La vi un día agarrada a su cintura y mirándole a los ojos.
El afortunado amigo la besó en los labios y el abrazo se hizo intenso; luego ambos caminaron hacia el hotel, dejando mi corazón sangrando. Ella, la niña de mis ojos, la que yo amaba tanto aun sabiendo que era inalcanzable para mí, la misma a quien desde hacía años yo miraba como un joven nini mira el Ferrari en el escaparate de un concesionario.

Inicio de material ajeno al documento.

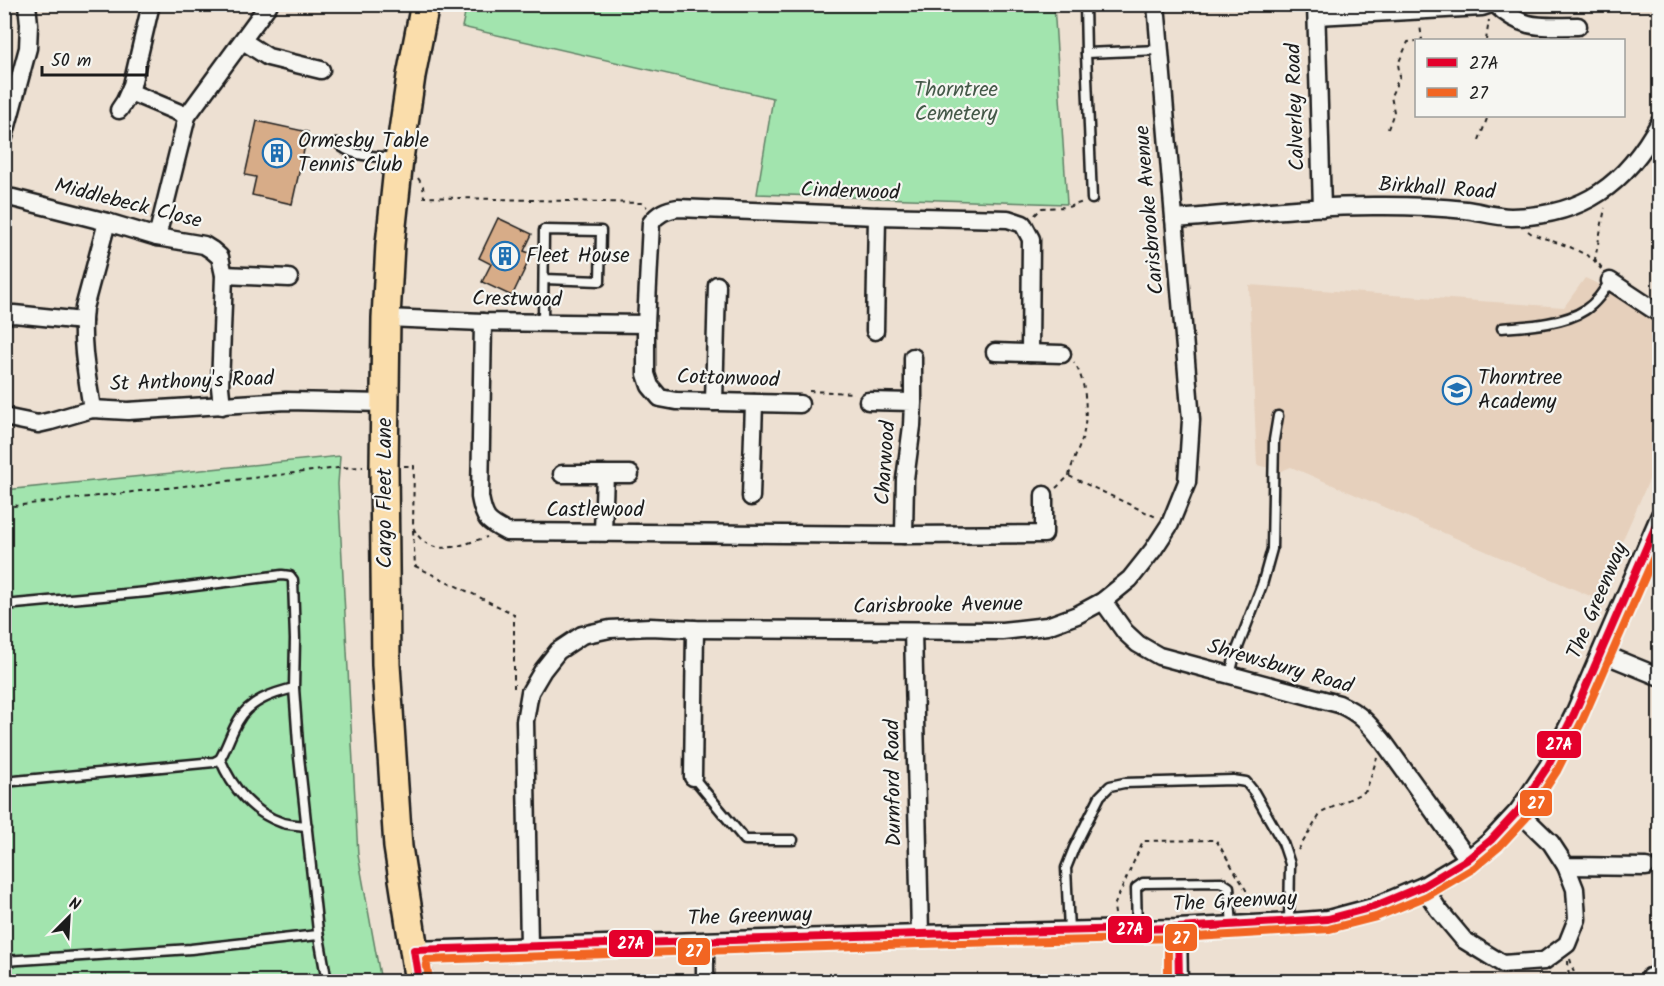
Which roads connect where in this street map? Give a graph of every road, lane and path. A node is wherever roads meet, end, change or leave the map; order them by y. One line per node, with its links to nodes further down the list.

Al día siguiente desayunamos los tres en el hotel. La alegría emanaba de sus ojos y sus risas espontáneas resonaban en el patio. Yo la miraba arrobado, sonriendo estúpidamente, mientras un ejército de hormigas mordía mis entrañas y unas voces extrañas martilleaban mi mente, insistiendo en hacerme comprender que ella era feliz y que yo debía aceptarlo, pues siendo una joven, preciosa, con carrera universitaria y buena posición económica, yo, humilde obrero metalúrgico con trabajo eventual, jamás podría satisfacer sus necesidades.
El desayuno entraba en el precio de la habitación y por tanto no había que pagar nada. Había llegado la hora de las despedidas y nos levantamos. Él me dio un abrazo y ella se acercó para darme un beso. Yo la besé en la mejilla despacio, aspirando el aroma de su piel, y sintiendo como mi alma me abandonaba y se iba con ella para siempre...
—¡Juan, deja ya el ordenador que la comida se enfría, joer, que tengo hambre! —grita mi mujer desde la cocina.
¡Ea, ya se me fue la idea que quería plasmar!, a tomar por culo el relato
—Ya voy, cariño. Cinco minutitos más y acabo.
—Yo empiezo a comer, tú haz lo que quieras.